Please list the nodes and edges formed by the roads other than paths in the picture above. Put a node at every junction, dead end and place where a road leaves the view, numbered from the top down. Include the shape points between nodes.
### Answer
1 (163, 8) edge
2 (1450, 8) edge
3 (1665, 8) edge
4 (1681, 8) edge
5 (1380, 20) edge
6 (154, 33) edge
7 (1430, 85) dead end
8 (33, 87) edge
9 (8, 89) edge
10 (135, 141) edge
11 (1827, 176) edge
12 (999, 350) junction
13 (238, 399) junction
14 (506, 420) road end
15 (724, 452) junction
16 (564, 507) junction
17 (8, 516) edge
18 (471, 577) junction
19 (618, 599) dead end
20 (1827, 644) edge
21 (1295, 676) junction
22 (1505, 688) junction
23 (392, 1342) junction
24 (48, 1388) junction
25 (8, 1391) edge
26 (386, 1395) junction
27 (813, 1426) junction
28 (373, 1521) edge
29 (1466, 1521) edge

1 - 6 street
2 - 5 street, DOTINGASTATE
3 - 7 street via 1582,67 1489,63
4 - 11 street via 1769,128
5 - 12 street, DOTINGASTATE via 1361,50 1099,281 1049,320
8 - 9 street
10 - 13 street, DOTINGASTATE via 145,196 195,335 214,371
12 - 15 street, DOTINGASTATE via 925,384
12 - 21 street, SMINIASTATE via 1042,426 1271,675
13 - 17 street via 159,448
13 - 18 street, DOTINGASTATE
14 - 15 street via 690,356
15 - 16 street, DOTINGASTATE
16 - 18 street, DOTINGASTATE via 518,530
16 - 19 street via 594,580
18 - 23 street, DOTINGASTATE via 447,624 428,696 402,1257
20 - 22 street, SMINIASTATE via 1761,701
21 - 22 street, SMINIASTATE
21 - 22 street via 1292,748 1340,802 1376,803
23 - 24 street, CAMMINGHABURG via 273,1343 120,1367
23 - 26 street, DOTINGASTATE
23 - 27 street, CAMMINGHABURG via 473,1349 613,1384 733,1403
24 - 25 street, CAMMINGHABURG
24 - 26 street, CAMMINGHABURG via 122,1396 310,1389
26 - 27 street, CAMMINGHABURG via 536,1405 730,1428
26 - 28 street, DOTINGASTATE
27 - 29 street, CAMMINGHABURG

- - - - - - -

_What this task involves_.
All entries are to be printed once more, exactly as given.

_Reply_.
Please list the nodes and edges formed by the roads other than paths in the picture above. Put a node at every junction, dead end and place where a road leaves the view, numbered from the top down. Include the shape points between nodes.
### Answer
1 (163, 8) edge
2 (1450, 8) edge
3 (1665, 8) edge
4 (1681, 8) edge
5 (1380, 20) edge
6 (154, 33) edge
7 (1430, 85) dead end
8 (33, 87) edge
9 (8, 89) edge
10 (135, 141) edge
11 (1827, 176) edge
12 (999, 350) junction
13 (238, 399) junction
14 (506, 420) road end
15 (724, 452) junction
16 (564, 507) junction
17 (8, 516) edge
18 (471, 577) junction
19 (618, 599) dead end
20 (1827, 644) edge
21 (1295, 676) junction
22 (1505, 688) junction
23 (392, 1342) junction
24 (48, 1388) junction
25 (8, 1391) edge
26 (386, 1395) junction
27 (813, 1426) junction
28 (373, 1521) edge
29 (1466, 1521) edge

1 - 6 street
2 - 5 street, DOTINGASTATE
3 - 7 street via 1582,67 1489,63
4 - 11 street via 1769,128
5 - 12 street, DOTINGASTATE via 1361,50 1099,281 1049,320
8 - 9 street
10 - 13 street, DOTINGASTATE via 145,196 195,335 214,371
12 - 15 street, DOTINGASTATE via 925,384
12 - 21 street, SMINIASTATE via 1042,426 1271,675
13 - 17 street via 159,448
13 - 18 street, DOTINGASTATE
14 - 15 street via 690,356
15 - 16 street, DOTINGASTATE
16 - 18 street, DOTINGASTATE via 518,530
16 - 19 street via 594,580
18 - 23 street, DOTINGASTATE via 447,624 428,696 402,1257
20 - 22 street, SMINIASTATE via 1761,701
21 - 22 street, SMINIASTATE
21 - 22 street via 1292,748 1340,802 1376,803
23 - 24 street, CAMMINGHABURG via 273,1343 120,1367
23 - 26 street, DOTINGASTATE
23 - 27 street, CAMMINGHABURG via 473,1349 613,1384 733,1403
24 - 25 street, CAMMINGHABURG
24 - 26 street, CAMMINGHABURG via 122,1396 310,1389
26 - 27 street, CAMMINGHABURG via 536,1405 730,1428
26 - 28 street, DOTINGASTATE
27 - 29 street, CAMMINGHABURG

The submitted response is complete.